» What this task involves
The required response is the number of lines in the entries that include the word "Trần", with nothing added.

BEGIN Data shown

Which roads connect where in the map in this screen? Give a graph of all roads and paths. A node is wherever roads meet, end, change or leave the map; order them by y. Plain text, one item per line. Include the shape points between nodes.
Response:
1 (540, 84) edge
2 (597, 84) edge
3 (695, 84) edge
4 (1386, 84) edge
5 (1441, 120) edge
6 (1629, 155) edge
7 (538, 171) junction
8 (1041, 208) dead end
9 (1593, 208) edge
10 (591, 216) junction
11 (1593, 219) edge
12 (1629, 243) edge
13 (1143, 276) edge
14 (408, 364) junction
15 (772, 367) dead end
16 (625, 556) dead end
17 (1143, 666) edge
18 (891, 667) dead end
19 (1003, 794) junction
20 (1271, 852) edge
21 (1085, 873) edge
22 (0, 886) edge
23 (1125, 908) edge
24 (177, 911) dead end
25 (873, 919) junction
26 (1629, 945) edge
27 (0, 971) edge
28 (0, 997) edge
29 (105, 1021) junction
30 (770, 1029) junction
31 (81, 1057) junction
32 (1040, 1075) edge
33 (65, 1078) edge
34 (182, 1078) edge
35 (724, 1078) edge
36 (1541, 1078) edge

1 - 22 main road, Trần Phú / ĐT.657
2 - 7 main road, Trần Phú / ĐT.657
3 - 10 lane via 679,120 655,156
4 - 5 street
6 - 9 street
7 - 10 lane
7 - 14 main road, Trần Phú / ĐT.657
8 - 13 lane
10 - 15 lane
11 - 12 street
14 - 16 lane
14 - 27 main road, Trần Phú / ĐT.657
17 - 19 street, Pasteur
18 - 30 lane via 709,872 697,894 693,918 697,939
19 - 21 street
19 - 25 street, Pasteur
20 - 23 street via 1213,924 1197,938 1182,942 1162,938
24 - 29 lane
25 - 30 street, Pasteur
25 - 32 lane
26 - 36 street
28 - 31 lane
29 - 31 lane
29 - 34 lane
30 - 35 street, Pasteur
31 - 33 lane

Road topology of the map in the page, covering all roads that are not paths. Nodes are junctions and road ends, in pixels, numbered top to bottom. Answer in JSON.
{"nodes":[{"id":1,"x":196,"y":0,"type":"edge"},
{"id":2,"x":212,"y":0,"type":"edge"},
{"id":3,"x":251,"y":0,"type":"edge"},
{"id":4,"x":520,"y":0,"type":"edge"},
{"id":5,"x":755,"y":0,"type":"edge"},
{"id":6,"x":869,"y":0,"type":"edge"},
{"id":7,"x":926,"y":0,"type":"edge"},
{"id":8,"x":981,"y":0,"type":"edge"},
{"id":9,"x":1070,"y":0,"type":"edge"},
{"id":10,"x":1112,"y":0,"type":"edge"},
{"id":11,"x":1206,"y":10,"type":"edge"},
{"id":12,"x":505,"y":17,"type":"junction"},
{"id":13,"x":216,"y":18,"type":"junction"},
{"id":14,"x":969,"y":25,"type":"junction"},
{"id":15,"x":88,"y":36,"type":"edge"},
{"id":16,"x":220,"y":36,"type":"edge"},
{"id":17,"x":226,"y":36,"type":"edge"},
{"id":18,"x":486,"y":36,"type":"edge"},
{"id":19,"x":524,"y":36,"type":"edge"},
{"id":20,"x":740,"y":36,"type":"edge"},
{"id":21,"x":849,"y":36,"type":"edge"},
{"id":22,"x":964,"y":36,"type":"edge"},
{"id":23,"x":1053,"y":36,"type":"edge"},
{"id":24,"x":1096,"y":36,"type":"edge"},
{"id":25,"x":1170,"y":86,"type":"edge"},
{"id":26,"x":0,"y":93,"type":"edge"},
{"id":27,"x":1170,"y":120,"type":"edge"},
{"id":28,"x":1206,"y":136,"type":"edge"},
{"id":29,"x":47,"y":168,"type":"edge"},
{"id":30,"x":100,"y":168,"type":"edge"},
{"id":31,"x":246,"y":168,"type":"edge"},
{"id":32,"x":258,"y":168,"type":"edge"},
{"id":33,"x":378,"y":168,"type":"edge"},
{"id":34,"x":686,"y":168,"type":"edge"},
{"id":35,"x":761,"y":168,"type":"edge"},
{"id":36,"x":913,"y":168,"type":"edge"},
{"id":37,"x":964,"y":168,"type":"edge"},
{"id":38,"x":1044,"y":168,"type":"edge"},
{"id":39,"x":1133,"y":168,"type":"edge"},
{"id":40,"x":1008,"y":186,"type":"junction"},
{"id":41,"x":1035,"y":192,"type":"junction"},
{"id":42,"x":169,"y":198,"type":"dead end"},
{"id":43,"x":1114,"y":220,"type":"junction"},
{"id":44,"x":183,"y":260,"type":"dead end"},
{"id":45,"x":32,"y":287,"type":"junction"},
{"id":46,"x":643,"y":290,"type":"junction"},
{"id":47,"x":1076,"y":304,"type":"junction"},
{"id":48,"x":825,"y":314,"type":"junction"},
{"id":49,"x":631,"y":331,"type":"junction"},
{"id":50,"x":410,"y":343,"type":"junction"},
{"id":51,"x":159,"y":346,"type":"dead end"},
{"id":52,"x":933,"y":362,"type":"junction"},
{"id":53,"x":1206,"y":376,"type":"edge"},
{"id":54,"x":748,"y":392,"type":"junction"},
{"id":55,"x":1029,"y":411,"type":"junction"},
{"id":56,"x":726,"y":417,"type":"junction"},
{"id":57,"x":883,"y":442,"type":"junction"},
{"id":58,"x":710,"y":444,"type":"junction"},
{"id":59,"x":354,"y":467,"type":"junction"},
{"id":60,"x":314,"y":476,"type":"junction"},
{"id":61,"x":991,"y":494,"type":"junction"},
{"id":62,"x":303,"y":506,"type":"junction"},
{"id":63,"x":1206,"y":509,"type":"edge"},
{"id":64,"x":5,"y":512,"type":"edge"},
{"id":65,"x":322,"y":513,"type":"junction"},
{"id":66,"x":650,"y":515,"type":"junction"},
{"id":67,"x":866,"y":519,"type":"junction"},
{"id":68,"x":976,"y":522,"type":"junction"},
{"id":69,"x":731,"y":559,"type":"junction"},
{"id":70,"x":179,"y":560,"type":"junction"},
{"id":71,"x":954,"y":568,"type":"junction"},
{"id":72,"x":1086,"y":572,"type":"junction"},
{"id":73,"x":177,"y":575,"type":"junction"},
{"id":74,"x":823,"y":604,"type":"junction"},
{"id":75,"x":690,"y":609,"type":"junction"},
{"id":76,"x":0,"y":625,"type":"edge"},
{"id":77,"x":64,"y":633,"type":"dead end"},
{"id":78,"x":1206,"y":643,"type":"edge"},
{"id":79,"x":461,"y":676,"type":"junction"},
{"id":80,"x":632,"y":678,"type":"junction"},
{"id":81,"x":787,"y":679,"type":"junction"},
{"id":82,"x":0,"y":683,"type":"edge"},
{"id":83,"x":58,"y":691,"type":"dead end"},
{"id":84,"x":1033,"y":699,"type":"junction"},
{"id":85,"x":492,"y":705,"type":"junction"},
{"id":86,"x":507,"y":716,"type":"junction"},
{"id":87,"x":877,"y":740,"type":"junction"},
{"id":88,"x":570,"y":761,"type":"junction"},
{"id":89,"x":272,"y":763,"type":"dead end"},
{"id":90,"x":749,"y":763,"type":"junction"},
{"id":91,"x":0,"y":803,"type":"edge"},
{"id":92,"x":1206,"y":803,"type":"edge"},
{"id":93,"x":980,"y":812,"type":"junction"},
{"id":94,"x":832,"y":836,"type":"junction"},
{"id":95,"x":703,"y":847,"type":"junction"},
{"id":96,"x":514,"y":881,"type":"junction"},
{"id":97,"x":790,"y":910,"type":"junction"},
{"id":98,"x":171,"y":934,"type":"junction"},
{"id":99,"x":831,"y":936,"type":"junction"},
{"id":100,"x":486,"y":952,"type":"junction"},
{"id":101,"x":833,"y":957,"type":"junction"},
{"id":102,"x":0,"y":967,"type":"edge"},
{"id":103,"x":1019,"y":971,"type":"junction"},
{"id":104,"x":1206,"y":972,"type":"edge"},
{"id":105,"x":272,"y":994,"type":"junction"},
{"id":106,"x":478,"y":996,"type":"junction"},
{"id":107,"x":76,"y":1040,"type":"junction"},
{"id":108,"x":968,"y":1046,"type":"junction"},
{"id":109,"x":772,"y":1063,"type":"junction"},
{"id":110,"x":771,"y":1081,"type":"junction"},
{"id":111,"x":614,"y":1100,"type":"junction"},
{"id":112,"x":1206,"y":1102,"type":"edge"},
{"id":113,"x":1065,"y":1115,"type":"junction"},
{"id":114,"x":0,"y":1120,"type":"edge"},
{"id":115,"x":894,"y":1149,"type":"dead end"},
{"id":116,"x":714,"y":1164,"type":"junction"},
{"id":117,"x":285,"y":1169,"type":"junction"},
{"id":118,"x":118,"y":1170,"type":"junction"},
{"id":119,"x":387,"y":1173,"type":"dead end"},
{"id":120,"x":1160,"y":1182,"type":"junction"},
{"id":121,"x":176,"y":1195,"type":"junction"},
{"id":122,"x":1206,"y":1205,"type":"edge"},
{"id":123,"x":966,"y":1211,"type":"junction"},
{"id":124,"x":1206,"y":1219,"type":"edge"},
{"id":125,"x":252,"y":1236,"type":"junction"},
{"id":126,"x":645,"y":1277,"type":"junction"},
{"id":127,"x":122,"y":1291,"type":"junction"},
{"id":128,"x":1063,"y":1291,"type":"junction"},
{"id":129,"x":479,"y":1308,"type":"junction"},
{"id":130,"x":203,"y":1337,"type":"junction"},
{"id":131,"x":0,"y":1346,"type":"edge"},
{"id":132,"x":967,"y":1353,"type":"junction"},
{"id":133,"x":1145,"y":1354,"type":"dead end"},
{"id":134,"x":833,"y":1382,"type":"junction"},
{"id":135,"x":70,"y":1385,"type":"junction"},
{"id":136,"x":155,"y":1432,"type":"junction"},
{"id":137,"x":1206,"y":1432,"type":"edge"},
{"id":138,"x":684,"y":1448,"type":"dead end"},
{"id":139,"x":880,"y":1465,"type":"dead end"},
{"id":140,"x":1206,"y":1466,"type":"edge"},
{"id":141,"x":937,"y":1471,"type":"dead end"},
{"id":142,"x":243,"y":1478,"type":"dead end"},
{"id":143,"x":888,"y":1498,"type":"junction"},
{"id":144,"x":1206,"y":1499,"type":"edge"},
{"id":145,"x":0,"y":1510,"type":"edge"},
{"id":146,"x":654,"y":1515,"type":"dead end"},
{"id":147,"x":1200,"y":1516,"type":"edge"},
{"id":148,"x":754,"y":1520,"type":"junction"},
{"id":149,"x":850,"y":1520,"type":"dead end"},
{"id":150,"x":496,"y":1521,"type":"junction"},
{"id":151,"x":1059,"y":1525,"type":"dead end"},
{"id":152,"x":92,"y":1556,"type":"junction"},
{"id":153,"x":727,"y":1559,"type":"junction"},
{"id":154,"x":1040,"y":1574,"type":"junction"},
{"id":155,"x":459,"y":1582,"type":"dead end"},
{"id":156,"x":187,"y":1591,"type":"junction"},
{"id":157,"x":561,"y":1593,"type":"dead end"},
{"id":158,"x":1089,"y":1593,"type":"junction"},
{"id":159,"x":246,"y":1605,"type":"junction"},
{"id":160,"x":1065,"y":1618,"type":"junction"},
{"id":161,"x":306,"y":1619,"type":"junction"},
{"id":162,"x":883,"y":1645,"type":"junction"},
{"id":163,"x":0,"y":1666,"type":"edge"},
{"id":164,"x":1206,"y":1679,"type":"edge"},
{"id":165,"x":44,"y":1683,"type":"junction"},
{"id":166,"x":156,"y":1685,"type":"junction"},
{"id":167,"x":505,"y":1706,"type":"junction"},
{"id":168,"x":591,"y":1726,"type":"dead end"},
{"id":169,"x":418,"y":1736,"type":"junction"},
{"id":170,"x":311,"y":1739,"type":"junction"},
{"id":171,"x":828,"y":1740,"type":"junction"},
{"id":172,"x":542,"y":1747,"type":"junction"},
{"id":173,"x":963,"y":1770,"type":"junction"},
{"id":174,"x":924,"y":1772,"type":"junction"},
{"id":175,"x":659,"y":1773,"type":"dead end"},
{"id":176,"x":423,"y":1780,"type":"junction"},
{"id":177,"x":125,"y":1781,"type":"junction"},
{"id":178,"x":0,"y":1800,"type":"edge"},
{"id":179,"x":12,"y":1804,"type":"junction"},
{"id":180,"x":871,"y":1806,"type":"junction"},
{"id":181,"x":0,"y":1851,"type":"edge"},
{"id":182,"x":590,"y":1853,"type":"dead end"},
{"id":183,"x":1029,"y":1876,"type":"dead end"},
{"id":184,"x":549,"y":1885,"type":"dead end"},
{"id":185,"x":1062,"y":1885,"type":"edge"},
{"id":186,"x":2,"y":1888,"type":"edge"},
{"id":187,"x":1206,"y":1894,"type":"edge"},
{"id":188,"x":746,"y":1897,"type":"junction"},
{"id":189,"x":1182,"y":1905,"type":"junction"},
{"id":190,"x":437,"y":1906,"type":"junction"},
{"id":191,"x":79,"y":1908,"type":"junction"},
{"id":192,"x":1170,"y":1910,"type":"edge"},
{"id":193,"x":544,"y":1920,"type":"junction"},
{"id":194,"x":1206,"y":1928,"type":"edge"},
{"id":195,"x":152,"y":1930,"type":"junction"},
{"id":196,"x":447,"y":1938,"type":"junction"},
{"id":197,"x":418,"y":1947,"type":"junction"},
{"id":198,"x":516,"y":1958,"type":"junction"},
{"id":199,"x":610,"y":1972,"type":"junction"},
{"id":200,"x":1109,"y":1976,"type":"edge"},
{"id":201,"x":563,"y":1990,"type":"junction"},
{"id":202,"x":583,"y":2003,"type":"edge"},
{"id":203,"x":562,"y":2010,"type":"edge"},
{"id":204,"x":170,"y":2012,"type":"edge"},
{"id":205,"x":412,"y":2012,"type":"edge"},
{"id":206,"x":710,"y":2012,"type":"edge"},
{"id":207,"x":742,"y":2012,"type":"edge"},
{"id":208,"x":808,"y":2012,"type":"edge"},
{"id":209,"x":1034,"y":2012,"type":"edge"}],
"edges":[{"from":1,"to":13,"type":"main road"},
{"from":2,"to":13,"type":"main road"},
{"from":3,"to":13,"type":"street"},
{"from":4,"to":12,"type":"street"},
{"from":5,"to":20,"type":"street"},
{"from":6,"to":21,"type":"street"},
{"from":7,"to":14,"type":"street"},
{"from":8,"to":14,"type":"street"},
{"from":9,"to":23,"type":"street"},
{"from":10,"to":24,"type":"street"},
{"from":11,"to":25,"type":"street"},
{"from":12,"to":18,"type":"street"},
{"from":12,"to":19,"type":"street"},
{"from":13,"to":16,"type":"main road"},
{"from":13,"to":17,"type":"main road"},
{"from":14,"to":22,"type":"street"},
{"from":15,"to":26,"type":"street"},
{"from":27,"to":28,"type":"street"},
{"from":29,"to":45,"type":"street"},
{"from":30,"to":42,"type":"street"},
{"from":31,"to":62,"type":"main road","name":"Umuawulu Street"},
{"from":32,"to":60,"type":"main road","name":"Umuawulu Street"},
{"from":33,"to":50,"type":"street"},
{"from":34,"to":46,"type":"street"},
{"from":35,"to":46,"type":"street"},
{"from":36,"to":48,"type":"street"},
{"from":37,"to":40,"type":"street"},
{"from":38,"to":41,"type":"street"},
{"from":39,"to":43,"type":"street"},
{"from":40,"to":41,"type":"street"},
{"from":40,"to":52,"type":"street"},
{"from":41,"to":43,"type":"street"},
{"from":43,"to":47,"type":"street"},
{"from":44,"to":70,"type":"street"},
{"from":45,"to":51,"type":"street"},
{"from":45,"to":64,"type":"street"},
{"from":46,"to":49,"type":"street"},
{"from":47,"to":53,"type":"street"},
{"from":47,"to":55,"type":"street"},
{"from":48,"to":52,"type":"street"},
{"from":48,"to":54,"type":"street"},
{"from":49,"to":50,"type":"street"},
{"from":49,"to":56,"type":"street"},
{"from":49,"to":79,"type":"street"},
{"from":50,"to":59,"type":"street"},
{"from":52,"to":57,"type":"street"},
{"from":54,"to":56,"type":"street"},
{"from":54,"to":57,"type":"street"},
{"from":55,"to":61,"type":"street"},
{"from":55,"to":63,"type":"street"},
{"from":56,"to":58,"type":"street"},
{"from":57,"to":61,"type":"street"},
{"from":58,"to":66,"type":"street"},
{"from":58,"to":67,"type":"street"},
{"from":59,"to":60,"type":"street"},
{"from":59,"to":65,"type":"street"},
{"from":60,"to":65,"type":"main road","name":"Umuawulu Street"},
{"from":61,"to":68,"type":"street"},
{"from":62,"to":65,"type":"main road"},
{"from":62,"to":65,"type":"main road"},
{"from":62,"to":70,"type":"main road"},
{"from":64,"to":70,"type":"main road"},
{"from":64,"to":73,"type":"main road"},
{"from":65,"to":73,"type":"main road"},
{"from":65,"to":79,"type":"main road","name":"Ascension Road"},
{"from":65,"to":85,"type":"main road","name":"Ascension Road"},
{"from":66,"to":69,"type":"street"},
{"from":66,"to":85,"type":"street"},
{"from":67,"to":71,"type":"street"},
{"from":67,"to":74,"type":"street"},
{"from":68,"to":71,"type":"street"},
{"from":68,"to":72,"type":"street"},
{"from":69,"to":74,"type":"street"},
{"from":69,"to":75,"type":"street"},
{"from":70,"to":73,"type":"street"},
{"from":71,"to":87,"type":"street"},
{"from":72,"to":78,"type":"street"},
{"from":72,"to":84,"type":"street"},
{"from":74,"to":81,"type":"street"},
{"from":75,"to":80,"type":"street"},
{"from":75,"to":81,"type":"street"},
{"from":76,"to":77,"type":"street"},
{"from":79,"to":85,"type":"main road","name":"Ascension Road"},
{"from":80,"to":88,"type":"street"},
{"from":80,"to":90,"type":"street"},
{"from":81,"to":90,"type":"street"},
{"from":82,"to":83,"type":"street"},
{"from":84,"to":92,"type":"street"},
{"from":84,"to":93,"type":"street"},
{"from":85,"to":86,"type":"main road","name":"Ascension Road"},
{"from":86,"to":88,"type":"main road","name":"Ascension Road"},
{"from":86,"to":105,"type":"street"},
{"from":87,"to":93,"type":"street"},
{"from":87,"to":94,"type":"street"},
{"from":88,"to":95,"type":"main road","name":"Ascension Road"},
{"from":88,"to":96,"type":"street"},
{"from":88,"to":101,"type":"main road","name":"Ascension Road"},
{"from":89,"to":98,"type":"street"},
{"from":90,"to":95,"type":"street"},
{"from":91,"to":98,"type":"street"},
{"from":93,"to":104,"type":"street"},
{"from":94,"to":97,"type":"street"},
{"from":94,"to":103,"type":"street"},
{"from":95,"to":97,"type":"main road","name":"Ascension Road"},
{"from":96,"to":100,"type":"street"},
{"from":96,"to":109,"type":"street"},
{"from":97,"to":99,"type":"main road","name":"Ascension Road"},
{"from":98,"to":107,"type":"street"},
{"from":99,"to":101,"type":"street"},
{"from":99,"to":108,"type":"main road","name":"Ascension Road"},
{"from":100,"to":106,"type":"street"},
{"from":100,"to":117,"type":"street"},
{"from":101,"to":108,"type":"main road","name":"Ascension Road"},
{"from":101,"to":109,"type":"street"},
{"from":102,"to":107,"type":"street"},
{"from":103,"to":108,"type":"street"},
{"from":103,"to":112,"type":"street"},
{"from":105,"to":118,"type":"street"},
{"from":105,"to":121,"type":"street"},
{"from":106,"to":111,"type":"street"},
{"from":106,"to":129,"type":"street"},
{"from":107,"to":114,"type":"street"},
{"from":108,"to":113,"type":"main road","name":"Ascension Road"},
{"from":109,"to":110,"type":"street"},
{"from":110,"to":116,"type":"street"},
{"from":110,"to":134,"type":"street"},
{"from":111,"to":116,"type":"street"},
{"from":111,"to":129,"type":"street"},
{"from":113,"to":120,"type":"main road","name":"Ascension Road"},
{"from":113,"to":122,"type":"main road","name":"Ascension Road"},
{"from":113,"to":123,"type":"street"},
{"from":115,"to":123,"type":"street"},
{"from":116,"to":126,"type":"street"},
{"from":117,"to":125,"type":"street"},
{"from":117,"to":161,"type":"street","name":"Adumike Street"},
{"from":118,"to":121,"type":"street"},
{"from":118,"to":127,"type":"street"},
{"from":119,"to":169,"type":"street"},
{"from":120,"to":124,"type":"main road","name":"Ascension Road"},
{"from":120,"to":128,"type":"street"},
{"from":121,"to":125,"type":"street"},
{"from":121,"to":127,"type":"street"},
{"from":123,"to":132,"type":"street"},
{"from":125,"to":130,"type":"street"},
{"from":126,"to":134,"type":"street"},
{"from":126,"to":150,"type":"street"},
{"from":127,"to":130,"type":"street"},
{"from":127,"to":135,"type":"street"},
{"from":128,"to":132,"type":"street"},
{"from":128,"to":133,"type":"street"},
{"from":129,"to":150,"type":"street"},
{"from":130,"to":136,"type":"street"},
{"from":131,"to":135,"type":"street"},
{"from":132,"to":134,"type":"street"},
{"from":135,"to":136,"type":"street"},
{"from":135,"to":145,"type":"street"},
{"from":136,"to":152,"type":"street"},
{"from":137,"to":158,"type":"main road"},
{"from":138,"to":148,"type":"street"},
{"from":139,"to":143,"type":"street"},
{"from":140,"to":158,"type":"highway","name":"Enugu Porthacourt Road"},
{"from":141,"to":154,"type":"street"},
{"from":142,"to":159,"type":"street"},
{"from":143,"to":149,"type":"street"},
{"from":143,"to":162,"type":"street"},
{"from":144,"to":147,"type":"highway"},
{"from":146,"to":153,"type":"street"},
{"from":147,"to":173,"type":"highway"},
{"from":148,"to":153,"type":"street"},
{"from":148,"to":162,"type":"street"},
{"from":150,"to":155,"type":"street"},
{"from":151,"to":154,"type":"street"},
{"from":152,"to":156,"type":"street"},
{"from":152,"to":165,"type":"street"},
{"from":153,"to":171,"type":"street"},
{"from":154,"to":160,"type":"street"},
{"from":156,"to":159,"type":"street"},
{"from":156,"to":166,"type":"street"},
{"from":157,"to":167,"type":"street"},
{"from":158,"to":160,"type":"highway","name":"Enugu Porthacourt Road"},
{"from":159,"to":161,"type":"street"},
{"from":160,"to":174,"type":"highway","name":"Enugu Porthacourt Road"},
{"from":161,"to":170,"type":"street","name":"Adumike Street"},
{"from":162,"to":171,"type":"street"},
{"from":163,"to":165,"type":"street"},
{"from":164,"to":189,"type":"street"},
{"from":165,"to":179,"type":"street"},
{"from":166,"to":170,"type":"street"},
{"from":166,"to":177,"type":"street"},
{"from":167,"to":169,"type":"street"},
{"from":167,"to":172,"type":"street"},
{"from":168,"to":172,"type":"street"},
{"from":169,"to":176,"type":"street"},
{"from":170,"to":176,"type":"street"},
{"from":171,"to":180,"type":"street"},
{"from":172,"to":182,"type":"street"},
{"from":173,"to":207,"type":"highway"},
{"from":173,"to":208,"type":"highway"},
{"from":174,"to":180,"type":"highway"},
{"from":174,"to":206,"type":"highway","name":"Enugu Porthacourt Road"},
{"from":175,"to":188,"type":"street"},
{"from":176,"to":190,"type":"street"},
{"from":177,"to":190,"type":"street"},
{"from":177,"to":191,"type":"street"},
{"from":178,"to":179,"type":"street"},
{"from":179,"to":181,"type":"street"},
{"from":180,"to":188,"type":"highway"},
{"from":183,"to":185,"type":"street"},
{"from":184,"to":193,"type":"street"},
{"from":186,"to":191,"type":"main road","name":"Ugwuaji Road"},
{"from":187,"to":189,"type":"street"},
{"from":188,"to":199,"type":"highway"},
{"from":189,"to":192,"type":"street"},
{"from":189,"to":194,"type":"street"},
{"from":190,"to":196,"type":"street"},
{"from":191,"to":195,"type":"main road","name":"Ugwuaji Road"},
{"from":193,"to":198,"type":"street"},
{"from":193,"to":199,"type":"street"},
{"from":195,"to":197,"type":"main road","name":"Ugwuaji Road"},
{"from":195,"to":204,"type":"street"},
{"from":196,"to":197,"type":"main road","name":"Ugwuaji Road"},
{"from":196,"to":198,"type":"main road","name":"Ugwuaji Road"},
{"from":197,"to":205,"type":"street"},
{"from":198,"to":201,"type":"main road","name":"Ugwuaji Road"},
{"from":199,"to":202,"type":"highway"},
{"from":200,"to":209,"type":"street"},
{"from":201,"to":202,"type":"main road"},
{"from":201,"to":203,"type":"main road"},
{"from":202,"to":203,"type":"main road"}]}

END Data shown

» Response box
4